Conversely, Guaranteed
QoS Pods are typically employed for applications that rely on the
precise allocation of resources specified by the workload, with memory being immediately available.
To maintain the aforementioned security and node health guarantees,
these Pods are not permitted to use swap memory when LimitedSwap
is in effect.
In addition, high-priority pods are not permitted to use swap in order to ensure the memory
they consume always residents on disk, hence ready to use.

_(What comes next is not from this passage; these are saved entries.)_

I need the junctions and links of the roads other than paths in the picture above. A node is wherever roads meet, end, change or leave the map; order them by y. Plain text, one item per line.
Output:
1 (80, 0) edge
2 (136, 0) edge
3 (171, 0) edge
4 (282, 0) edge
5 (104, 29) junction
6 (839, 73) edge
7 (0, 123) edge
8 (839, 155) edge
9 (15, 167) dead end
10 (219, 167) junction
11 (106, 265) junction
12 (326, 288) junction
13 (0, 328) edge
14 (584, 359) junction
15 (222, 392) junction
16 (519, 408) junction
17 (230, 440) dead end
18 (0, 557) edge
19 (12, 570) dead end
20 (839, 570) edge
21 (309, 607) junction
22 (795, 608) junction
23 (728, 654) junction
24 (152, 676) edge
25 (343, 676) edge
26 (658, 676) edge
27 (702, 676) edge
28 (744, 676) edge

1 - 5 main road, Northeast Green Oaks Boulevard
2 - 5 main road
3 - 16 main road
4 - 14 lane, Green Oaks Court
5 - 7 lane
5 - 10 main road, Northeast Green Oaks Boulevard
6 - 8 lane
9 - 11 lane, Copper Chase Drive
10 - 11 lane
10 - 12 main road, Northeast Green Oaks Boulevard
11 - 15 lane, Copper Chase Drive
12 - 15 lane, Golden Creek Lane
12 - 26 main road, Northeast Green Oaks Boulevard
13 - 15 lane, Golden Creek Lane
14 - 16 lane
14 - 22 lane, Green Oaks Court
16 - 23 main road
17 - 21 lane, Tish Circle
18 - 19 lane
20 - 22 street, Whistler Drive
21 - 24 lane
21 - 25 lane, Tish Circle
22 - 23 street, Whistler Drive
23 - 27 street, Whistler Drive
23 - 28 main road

Prior to detailing the calculation of the swap limit, it is necessary to define the following terms:
nodeTotalMemory
: The total amount of physical memory available on the node.totalPodsSwapAvailable
: The total amount of swap memory on the node that is available for use by Pods (some swap memory may be reserved for system use).containerMemoryRequest
: The container's memory request.
Swap limitation is configured as:
(containerMemoryRequest / nodeTotalMemory) × totalPodsSwapAvailable
In other words, the amount of swap that a container is able to use is proportionate to its memory request, the node's total physical memory and the total amount of swap memory on the node that is available for use by Pods.

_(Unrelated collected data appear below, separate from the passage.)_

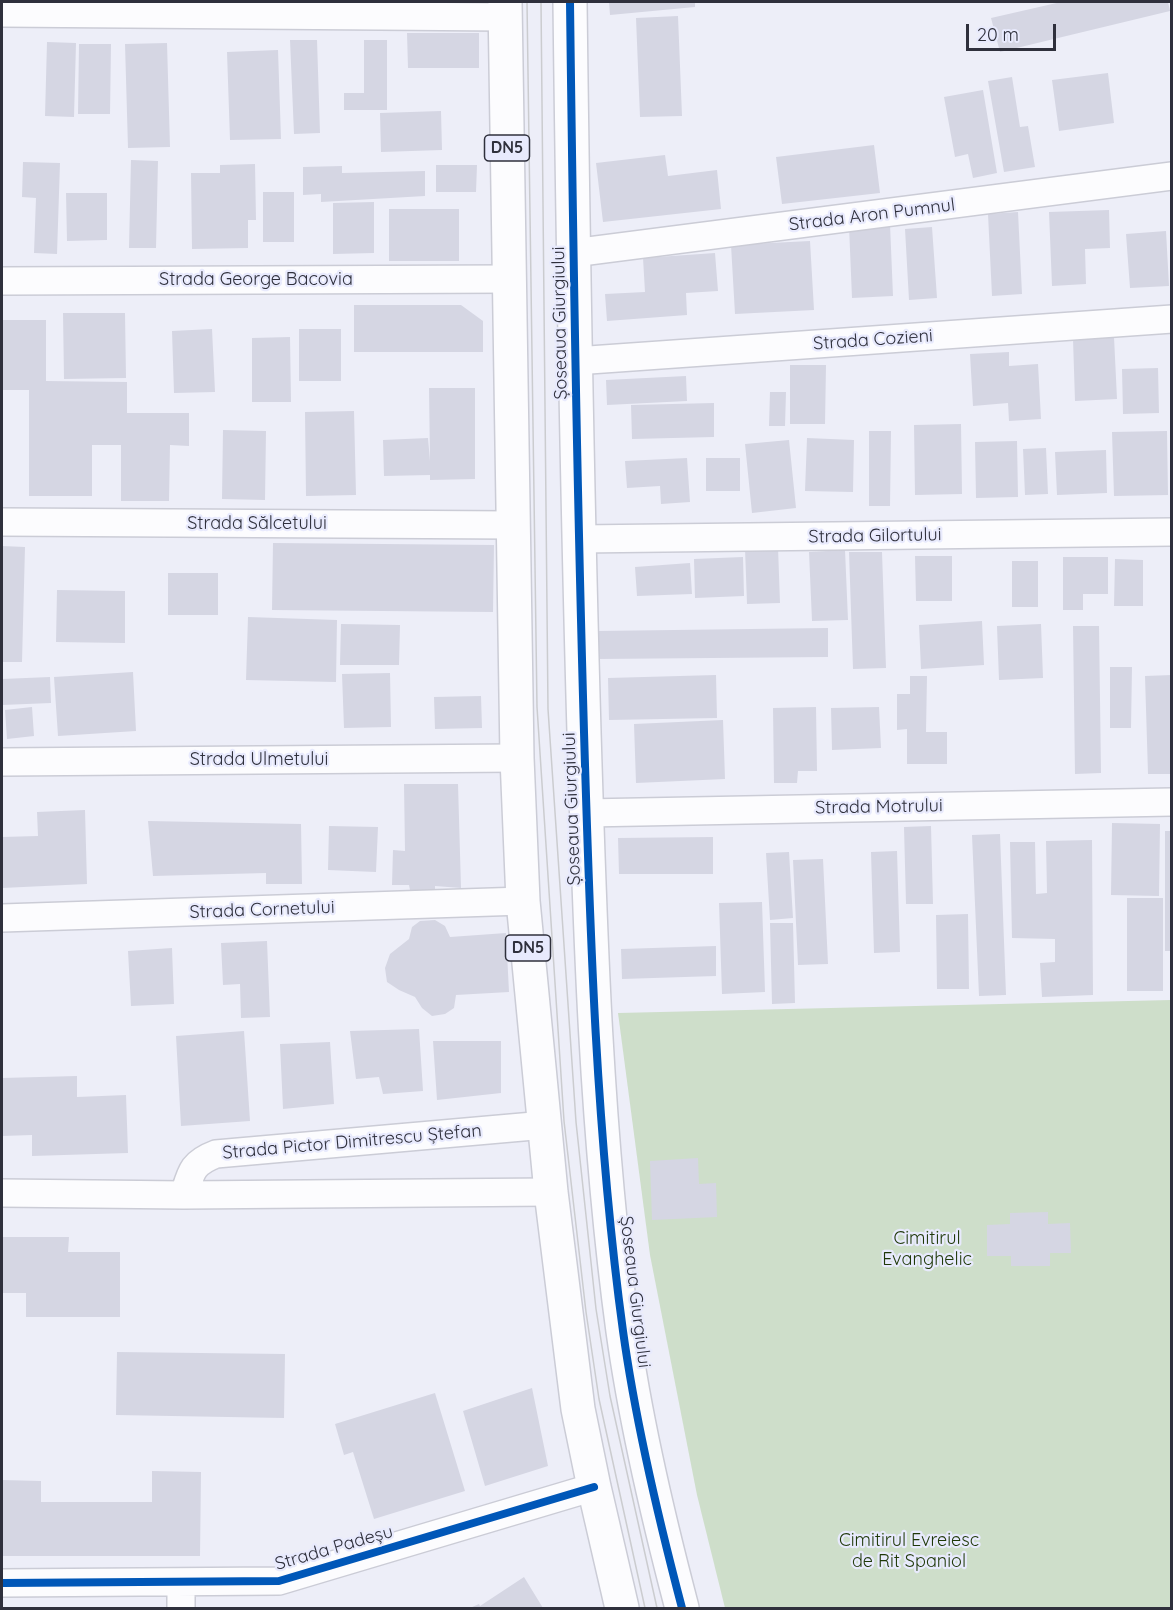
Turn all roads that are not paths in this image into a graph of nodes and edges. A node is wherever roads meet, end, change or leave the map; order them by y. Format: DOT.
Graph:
graph roads {
  1 [pos="570,2"];
  2 [pos="505,9"];
  3 [pos="2,13"];
  4 [pos="1172,176"];
  5 [pos="573,253"];
  6 [pos="510,279"];
  7 [pos="2,281"];
  8 [pos="1172,319"];
  9 [pos="575,361"];
  10 [pos="2,522"];
  11 [pos="512,525"];
  12 [pos="1172,532"];
  13 [pos="579,539"];
  14 [pos="517,758"];
  15 [pos="2,762"];
  16 [pos="1172,802"];
  17 [pos="586,813"];
  18 [pos="523,901"];
  19 [pos="2,918"];
  20 [pos="545,1125"];
  21 [pos="551,1192"];
  22 [pos="2,1193"];
  23 [pos="183,1195"];
  24 [pos="594,1487"];
  25 [pos="181,1581"];
  26 [pos="2,1583"];
  27 [pos="181,1608"];
  28 [pos="622,1608"];
  29 [pos="682,1608"];
  1 -- 5 [label="main road, Șoseaua Giurgiului"];
  2 -- 3 [label="street"];
  2 -- 6 [label="main road, DN5"];
  4 -- 5 [label="street, Strada Aron Pumnul"];
  5 -- 9 [label="main road, Șoseaua Giurgiului"];
  6 -- 7 [label="street, Strada George Bacovia"];
  6 -- 11 [label="main road, DN5"];
  8 -- 9 [label="street, Strada Cozieni"];
  9 -- 13 [label="main road, Șoseaua Giurgiului"];
  10 -- 11 [label="street, Strada Sălcetului"];
  11 -- 14 [label="main road, DN5"];
  12 -- 13 [label="street, Strada Gilortului"];
  13 -- 17 [label="main road, Șoseaua Giurgiului"];
  14 -- 15 [label="street, Strada Ulmetului"];
  14 -- 18 [label="main road, DN5"];
  16 -- 17 [label="street, Strada Motrului"];
  17 -- 29 [label="main road, Șoseaua Giurgiului"];
  18 -- 19 [label="street, Strada Cornetului"];
  18 -- 20 [label="main road, DN5"];
  20 -- 21 [label="main road, DN5"];
  20 -- 23 [label="street, Strada Pictor Dimitrescu Ștefan"];
  21 -- 23 [label="street"];
  21 -- 24 [label="main road, DN5"];
  22 -- 23 [label="street"];
  24 -- 25 [label="street, Strada Padeșu"];
  24 -- 28 [label="main road, DN5"];
  25 -- 26 [label="street, Strada Padeșu"];
  25 -- 27 [label="street"];
}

It is important to note that, for containers within Burstable QoS Pods, it is possible to opt-out of swap usage by specifying memory requests that are equal to memory limits. Containers configured in this manner will not have access to swap memory.
How does it work?
There are a number of possible ways that one could envision swap use on a node. When swap is already provisioned and available on a node, the kubelet is able to be configured so that:
- It can start with swap on.
- It will direct the Container Runtime Interface to allocate zero swap memory to Kubernetes workloads by default.
Swap configuration on a node is exposed to a cluster admin via the
memorySwap
in the KubeletConfiguration.
As a cluster administrator, you can specify the node's behaviour in the
presence of swap memory by setting memorySwap.swapBehavior
.
The kubelet employs the CRI
(container runtime interface) API, and directs the container runtime to
configure specific cgroup v2 parameters (such as memory.swap.max
) in a manner that will
enable the desired swap configuration for a container. For runtimes that use control groups,
the container runtime is then responsible for writing these settings to the container-level cgroup.
How can I monitor swap?
Node and container level metric statistics
Kubelet now collects node and container level metric statistics,
which can be accessed at the /metrics/resource
(which is used mainly by monitoring
tools like Prometheus) and /stats/summary
(which is used mainly by Autoscalers) kubelet HTTP endpoints.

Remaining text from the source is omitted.